If, IMHO, it is grainy, it effects the taste....

so therefore, it will effect the taste/flavor score.

landarc
03-13-2012, 04:25 PM
See, therein lies the issue. To me, taste is specifically a sense, it really should be flavor. Taste, by definition, is the act of determining flavor of something by taking into the mouth. Therein, texture would not be a factor in taste, something can taste good, yet be grainy or dry. Something can be tender, yet be grainy, mushy, dry etc...

It could be argued, based upon the inclusion of grainy or dry in taste, that appearance is also not a required category, as something that looks awful will often not taste good to someone. Actually, I tend to think appearance is often over-rated in competition BBQ, as it is crazy, the parsley carpets, spritizing brisket to add shine etc...who eats shiny brisket for a real meal?

jason
03-13-2012, 04:59 PM
I mean, if an entry looks great, is tender as can be and tastes great, where should we score down for it bing dry or the meat being grainy?

If I had an entry that looks great, tastes great, and is tender, I don't think you would need to mark down a score about it being dry and grainy. Because dry and grainy meat wouldn't look great, taste great and/or be tender.

When I overcook something to the point that it's dry, it tends to be tough and chewy. So I think the tenderness portion of the score meets the criteria you are looking for.

SmokyOkie
03-13-2012, 09:12 PM
edited by me....

If, IMHO, it is dry, it effects the taste....
If, IMHO, it is grainy, it effects the taste....

so therefore, it will effect the taste/flavor score.

If I had an entry that looks great, tastes great, and is tender, I don't think you would need to mark down a score about it being dry and grainy. Because dry and grainy meat wouldn't look great, taste great and/or be tender.

When I overcook something to the point that it's dry, it tends to be tough and chewy. So I think the tenderness portion of the score meets the criteria you are looking for.


I have to disagree with you guys. Have you never cooked ribs that looked great and had a great flavor, but were just slightly overcooked to where they didn't have the juiciness that you were aiming for?

Have you never cooked a brisket that oozes juice, looks great and the flavor is spot on, it passes the pull test, but it kinda grows in your mouth when flavor eat it?

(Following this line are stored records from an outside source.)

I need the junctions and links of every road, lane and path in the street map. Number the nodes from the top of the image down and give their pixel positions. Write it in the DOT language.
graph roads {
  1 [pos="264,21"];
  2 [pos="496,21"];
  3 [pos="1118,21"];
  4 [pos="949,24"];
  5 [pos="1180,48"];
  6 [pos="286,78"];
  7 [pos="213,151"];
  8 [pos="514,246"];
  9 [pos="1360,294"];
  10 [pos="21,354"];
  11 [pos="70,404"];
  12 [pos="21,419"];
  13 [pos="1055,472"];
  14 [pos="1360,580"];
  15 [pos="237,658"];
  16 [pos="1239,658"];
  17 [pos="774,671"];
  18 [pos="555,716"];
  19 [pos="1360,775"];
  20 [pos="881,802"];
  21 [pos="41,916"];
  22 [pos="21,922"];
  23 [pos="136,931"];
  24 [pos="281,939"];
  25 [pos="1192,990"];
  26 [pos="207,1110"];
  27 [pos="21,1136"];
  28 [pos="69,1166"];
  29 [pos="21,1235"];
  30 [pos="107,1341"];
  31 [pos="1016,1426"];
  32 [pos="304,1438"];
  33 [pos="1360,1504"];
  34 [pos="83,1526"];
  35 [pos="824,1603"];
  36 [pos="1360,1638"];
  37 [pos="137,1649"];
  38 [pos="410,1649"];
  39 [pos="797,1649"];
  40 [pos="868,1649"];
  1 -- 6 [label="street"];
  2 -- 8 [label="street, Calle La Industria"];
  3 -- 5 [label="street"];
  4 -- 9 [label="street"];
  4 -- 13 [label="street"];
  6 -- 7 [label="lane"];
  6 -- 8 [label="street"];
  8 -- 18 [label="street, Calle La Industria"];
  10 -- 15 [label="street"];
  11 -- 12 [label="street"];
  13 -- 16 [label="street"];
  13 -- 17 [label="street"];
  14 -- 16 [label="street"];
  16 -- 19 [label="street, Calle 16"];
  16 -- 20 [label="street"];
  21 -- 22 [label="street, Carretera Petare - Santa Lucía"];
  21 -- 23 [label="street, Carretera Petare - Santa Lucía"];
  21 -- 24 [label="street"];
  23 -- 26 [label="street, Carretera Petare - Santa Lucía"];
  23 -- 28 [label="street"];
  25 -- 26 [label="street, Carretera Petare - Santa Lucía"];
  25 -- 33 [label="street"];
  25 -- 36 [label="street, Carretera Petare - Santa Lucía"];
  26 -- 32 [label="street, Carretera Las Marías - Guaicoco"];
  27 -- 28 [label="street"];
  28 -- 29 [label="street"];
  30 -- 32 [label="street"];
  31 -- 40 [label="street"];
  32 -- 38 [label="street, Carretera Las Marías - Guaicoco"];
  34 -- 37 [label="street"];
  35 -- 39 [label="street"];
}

Flavor is flavor, tender is tender, but then doesn't moisture and texture fall into another area?

bbq.tom
03-13-2012, 09:23 PM
Me thinks you are over-analyzing the judging aspect. To me, the 'dry', 'mushy', 'grainy', etc. are all factors in the "Tenderness" criterion. That is where I reflect their score and have been doing so for many years/contests. In the book that I am writing about North Carolina restaurant barbecue I use "Texture" instead of "Tenderness" as a criteria; however, the use of "Tenderness" is what KCBS has dictated - So Mote It Be.

LongTong
03-13-2012, 09:23 PM
Judge for Texture/Tenderness and combine the two for an average just like you would judge different cuts of the same meat in one turn in box...

SmokyOkie
03-13-2012, 09:41 PM
I just think that the term should be changed to texture because that would encompass all of the above.

smoke-n-my-i's
03-24-2012, 11:21 AM
why complicate the process by wording, and personal judgement???? where is my judging manual when I want it to explain the category....

El Pistolero
03-26-2012, 01:42 PM
I think that instead of "tenderness", the judges should be instructed texture?

According to my CBJ manual, the three criteria are Appearance, Tenderness/Texture, and Taste. I know the score sheet says Tenderness, but in the CBJ class, and in the instructions given out before the judging session, the word texture is used as often as tenderness.

So really, I think we are judging for texture.